Dans son journal, à la date du 27 juin 1942, Etty Hillesum écrit :
“Il ne faut pas vouloir tout posséder et comprendre – la compréhension n’est-elle pas la possession par l’esprit? – il faut aussi savoir se contenter de subir. Peut-être est-ce pour nous, Occidentaux, ce qu’il y a de plus difficile, et nous manque-t-il la grande patience et aussi cet élément précieux de la foi : l’humilité – pouvoir subir, sans opposer de résistance.”
Elle revient le lendemain sur cette idée et se demande si là n’est pas une des différences entre les Russes et les Occidentaux :
“Le Russe supporte jusqu’à la fin et déploie ses épaules sous tout le poids des émotions et souffre au plus profond de lui-même. Nous, nous cessons à mi-chemin de supporter et nous nous libérons par les mots, les considérations, les philosophies, les traités théoriques et tout ce qu’on voudra. Alors que nous sommes justement en train de ressentir des émotions, nous nous arrêtons, incapables de supporter et de souffrir plus longtemps, et nos cerveaux viennent à la rescousse, nous débarrassent de notre fardeau et construisent à partir de là leur théories.”.
Quelques lignes plus loin, elle résume cela d’un : “Nous ôtons de nous-même la souffrance suprême et nous nous en débarrassons sous forme de mots.”.
J’ai parfois le sentiment – mais peut-être me trompè-je – que c’est là ce que veut me faire comprendre, par moments, l’aimée : il faut, pour ressentir vraiment certaines choses, les recueillir dans le silence, les absorber dans le silence, et dans le silence les laisser mûrir et s’épanouir. Et qu’à vouloir les dire, les exprimer, les mettre en mots, on risque non seulement de les gauchir, de les affadir ou de les détourner de leur sens premier mais, plus radicalement, de ne pas leur donner le temps. Car de même que certains sentiments ont besoin de pénombre pour se révéler, certaines idées ont besoin de silence et de calme pour grandir.
Parler, vouloir absolument mettre des mots sur ce qu’on ressent, sur ce qu’on comprend, c’est peut-être parfois tout simplement fuir la violence des sentiments.
Il est encore long, le chemin…
La vertu du silence… Simone Weil en parlait aussi, d’une autre manière, quand elle évoquait, en hypokhâgne, les Six cygnes des frères Grimm.
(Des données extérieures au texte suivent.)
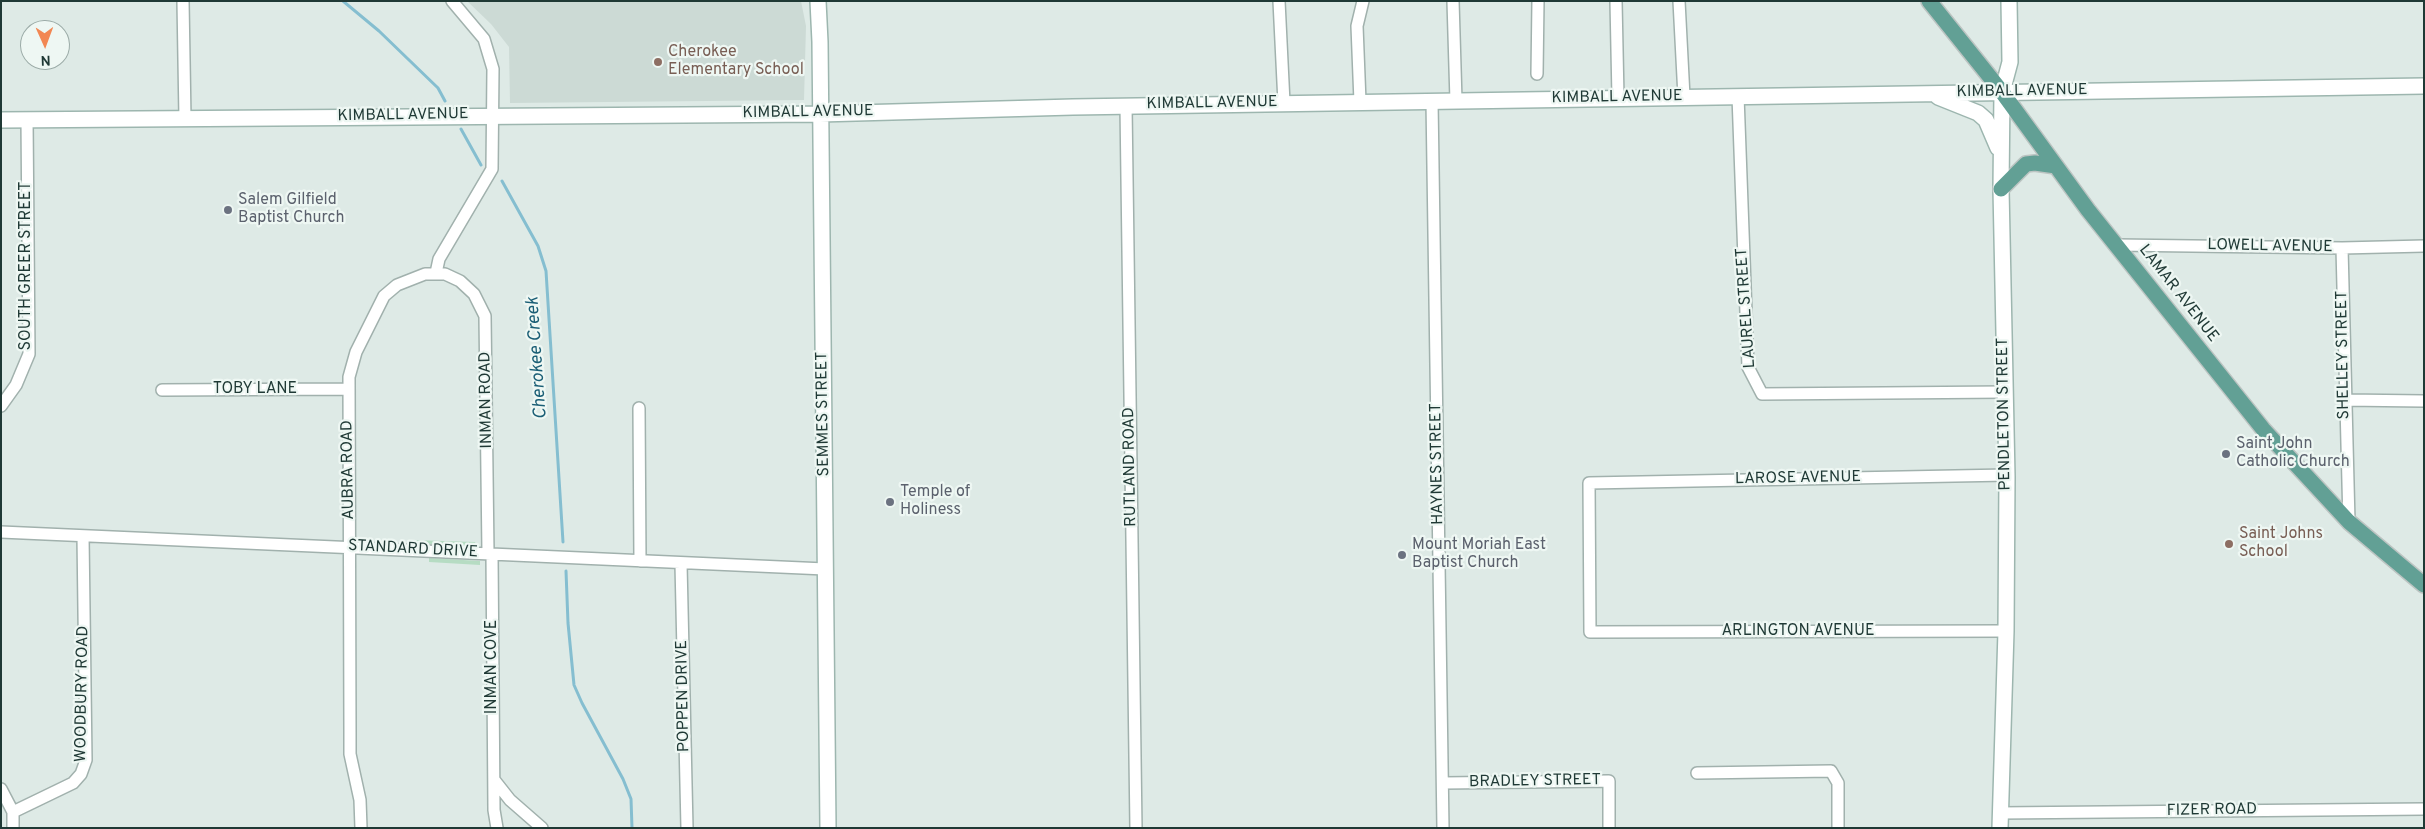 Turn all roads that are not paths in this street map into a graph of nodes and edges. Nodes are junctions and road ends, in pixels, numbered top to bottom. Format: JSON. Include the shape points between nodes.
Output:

Le fond sonore est le “Chant tiré d’un livre sacré” (“Chant from a Holy Book“), de Georges Gurdjieff, dans la belle interprétation d’Anja Lechner et Vassilis Tsabropoulos.
Tu me vois sourire ? 😀
Oui. Mais pourquoi ? Serais-tu, toi aussi, convaincue de la vertu [et non pas verrue] du silence tout en étant une bavarde impénitente?
Je suis en train d’y réfléchir, je te réponds bientôt 🙂
Vertu et non verrue… Je corrige.
Ou bien parce que je fais, ce faisant, le contraire de ce que je dis être bien faire ?
J’aimais bien la verrue 🙂
😂
Sûr. C’était moins prétentieux que mes grands mots !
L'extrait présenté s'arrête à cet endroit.